La expresión con que me miraba John, mi bueno, mi amado, mi dulce John no dejaba lugar a dudas. Jamás había visto al actor del atavío verde. Y, de repente, como si en medio de la negrura de una tempestad un rayo blanco hubiera iluminado todo, me percaté de que no resultaba extraño que así fuera. ¿Cómo había podido tardar tanto en darme cuenta de todo? ¿Cómo había sido tan torpe? ¿Cómo había estado tan ciega?
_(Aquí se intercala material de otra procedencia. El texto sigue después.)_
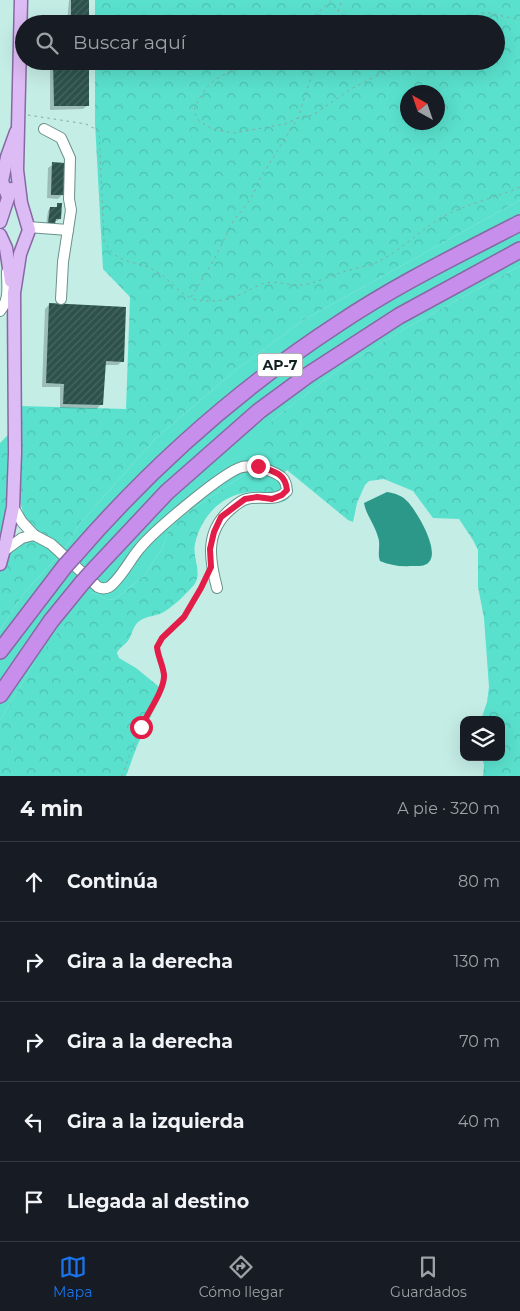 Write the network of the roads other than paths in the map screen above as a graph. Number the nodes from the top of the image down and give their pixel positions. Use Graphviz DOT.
graph roads {
  1 [pos="21,0"];
  2 [pos="21,15"];
  3 [pos="20,70"];
  4 [pos="19,120"];
  5 [pos="44,129"];
  6 [pos="17,170"];
  7 [pos="1,181"];
  8 [pos="8,197"];
  9 [pos="1,220"];
  10 [pos="520,223"];
  11 [pos="26,228"];
  12 [pos="68,230"];
  13 [pos="1,237"];
  14 [pos="520,250"];
  15 [pos="8,258"];
  16 [pos="14,294"];
  17 [pos="61,299"];
  18 [pos="0,311"];
  19 [pos="13,507"];
  20 [pos="34,535"];
  21 [pos="4,551"];
  22 [pos="0,564"];
  23 [pos="217,588"];
  24 [pos="0,651"];
  25 [pos="0,695"];
  1 -- 2 [label="main road"];
  3 -- 4 [label="main road"];
  4 -- 6 [label="main road"];
  4 -- 7 [label="main road"];
  5 -- 12 [label="street"];
  6 -- 8 [label="main road"];
  6 -- 11 [label="main road"];
  7 -- 8 [label="main road"];
  8 -- 9 [label="main road"];
  9 -- 11 [label="main road"];
  10 -- 24 [label="highway, AP-7"];
  11 -- 12 [label="street"];
  11 -- 13 [label="main road"];
  11 -- 16 [label="main road"];
  12 -- 17 [label="street"];
  13 -- 15 [label="main road"];
  14 -- 25 [label="highway, AP-7"];
  15 -- 16 [label="main road"];
  15 -- 18 [label="street"];
  16 -- 19 [label="main road"];
  19 -- 20 [label="street"];
  19 -- 21 [label="main road"];
  20 -- 21 [label="street"];
  20 -- 23 [label="street"];
  21 -- 22 [label="main road"];
} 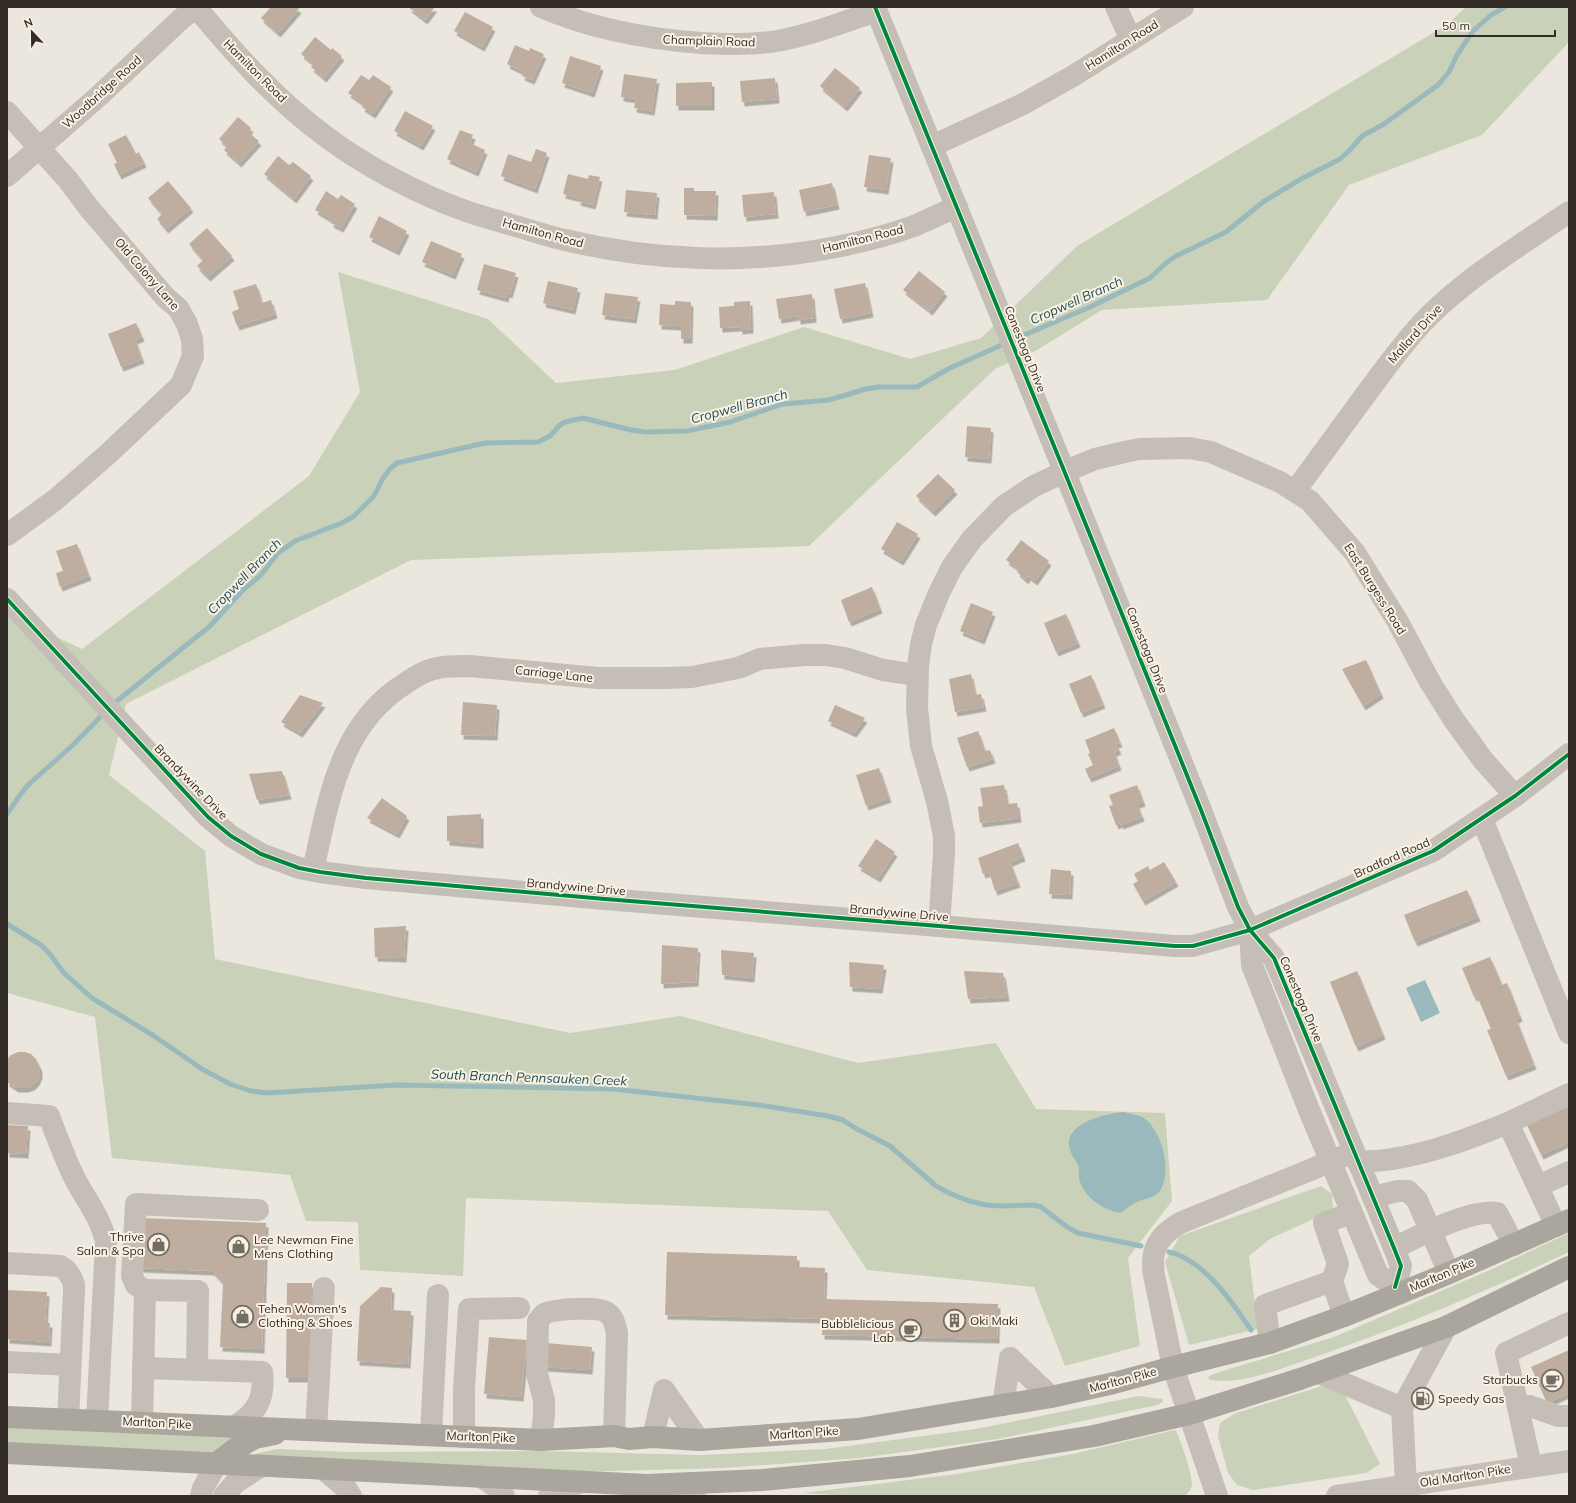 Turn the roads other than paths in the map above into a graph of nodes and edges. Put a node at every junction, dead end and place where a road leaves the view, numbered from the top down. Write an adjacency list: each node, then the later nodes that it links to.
1 (196, 7): 9 (street, Woodbridge Road); 11 (street, Hamilton Road)
2 (541, 7): 5 (street, Champlain Road)
3 (1116, 7): 6 (street)
4 (1183, 7): 6 (street, Hamilton Road)
5 (876, 9): 8 (street, Conestoga Drive)
6 (1131, 40): 8 (street, Hamilton Road)
7 (7, 112): 9 (street, Old Colony Lane)
8 (932, 146): 11 (street, Conestoga Drive)
9 (38, 148): 10 (street, Woodbridge Road); 15 (street, Old Colony Lane)
10 (7, 176)
11 (957, 207): 13 (street, Conestoga Drive)
12 (1569, 212): 14 (street, Mallard Drive)
13 (1065, 473): 14 (street, East Burgess Road); 17 (street, East Burgess Road); 23 (street, Conestoga Drive)
14 (1295, 491): 19 (street, East Burgess Road)
15 (7, 535)
16 (7, 599): 21 (street, Brandywine Drive)
17 (917, 675): 21 (street, Carriage Lane); 22 (street, East Burgess Road)
18 (1569, 754): 19 (street, Bradford Road)
19 (1515, 796): 20 (street, Bradford Road)
20 (1482, 818): 23 (street, Bradford Road); 24 (street)
21 (313, 870): 22 (street, Brandywine Drive)
22 (939, 926): 23 (street, Brandywine Drive)
23 (1250, 930): 28 (street, Conestoga Drive); 29 (street, Conestoga Drive)
24 (1569, 1033)
25 (1569, 1094): 27 (street)
26 (7, 1113): 66 (street)
27 (1508, 1123): 28 (street); 31 (street)
28 (1356, 1157): 29 (street); 32 (street, Conestoga Drive)
29 (1330, 1160): 34 (street, Conestoga Drive); 54 (street)
30 (1569, 1172): 31 (street)
31 (1538, 1186): 35 (street)
32 (1373, 1197): 36 (street); 38 (street, Conestoga Drive)
33 (258, 1210): 44 (street)
34 (1351, 1213): 42 (street); 45 (street, Conestoga Drive)
35 (1562, 1223): 37 (highway, Marlton Pike)
36 (1431, 1231): 37 (street); 38 (street); 41 (street)
37 (1514, 1245): 41 (highway, Marlton Pike)
38 (1394, 1248): 45 (street, Conestoga Drive)
39 (7, 1263): 53 (street)
40 (1569, 1267): 50 (highway)
41 (1449, 1273): 45 (highway, Marlton Pike)
42 (1332, 1281): 48 (street); 51 (street)
43 (324, 1288): 69 (street)
44 (145, 1290): 55 (street); 56 (street)
45 (1396, 1291): 48 (highway, Marlton Pike)
46 (438, 1295): 70 (street)
47 (519, 1308): 71 (street)
48 (1344, 1316): 51 (highway, Marlton Pike)
49 (1569, 1323): 61 (street)
50 (1446, 1327): 57 (highway); 60 (street)
51 (1270, 1342): 54 (highway, Marlton Pike)
52 (7, 1362): 53 (street)
53 (70, 1365): 65 (street)
54 (1173, 1367): 58 (highway, Marlton Pike); 62 (street)
55 (143, 1368): 56 (street); 67 (street)
56 (197, 1370): 68 (street)
57 (1319, 1373): 60 (street); 62 (highway)
58 (1051, 1397): 59 (highway, Marlton Pike); 59 (street)
59 (1003, 1405): 75 (highway, Marlton Pike)
60 (1402, 1408): 84 (street)
61 (1519, 1408): 63 (street); 80 (street)
62 (1189, 1414): 85 (highway); 91 (street)
63 (1569, 1416)
64 (7, 1417): 65 (highway, Marlton Pike)
65 (68, 1419): 66 (highway, Marlton Pike)
66 (97, 1421): 67 (highway, Marlton Pike)
67 (142, 1423): 68 (highway, Marlton Pike)
68 (234, 1427): 69 (highway, Marlton Pike)
69 (307, 1430): 70 (highway, Marlton Pike); 78 (highway)
70 (431, 1435): 71 (highway, Marlton Pike)
71 (464, 1436): 74 (highway, Marlton Pike)
72 (614, 1436): 73 (highway, Marlton Pike); 74 (highway, Marlton Pike); 74 (street)
73 (653, 1437): 75 (highway, Marlton Pike); 75 (street)
74 (542, 1440)
75 (699, 1440)
76 (7, 1453): 78 (highway)
77 (1569, 1461): 80 (street, Old Marlton Pike)
78 (217, 1463): 79 (highway); 86 (street)
79 (261, 1466): 81 (highway); 87 (street)
80 (1531, 1466): 84 (street, Old Marlton Pike)
81 (322, 1468): 82 (highway); 88 (street)
82 (480, 1476): 83 (highway); 89 (street)
83 (588, 1482): 85 (highway); 90 (street)
84 (1406, 1485): 92 (street, Old Marlton Pike)
85 (673, 1492)
86 (201, 1496)
87 (224, 1496)
88 (352, 1496)
89 (504, 1496)
90 (549, 1496)
91 (1217, 1496)
92 (1337, 1496)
Con absoluta certeza, en la lectura del testamento, nadie había visto al actor que había hablado conmigo durante toda la noche, el que había estado años y años al lado de mi padre, el que conocía sus secretos más íntimos, el que había sido testigo de algunos de los momentos más relevantes de su vida, el que había cumplido una misión indispensable… Era lógico porque… porque no se trataba de un ser de carne y hueso. Era más bien alguien parecido… no, parecido no, exactamente igual que Ariel, el duendecillo sujeto a las órdenes de Próspero, el padre de Miranda.
– Ja, ja, ja… -me eché a reír sin la menor convicción-. Casi te lo crees, ¿verdad?
La mirada que me devolvió John era un testimonio elocuente de que ni por un momento había considerado verosímil la existencia de aquel actor.
– ¿Era una broma? -preguntó con un hilo de voz.
– Sí, John, claro que sí -dije dándole un pellizquito en la mejilla-. Ay, qué poco agudo eres a veces…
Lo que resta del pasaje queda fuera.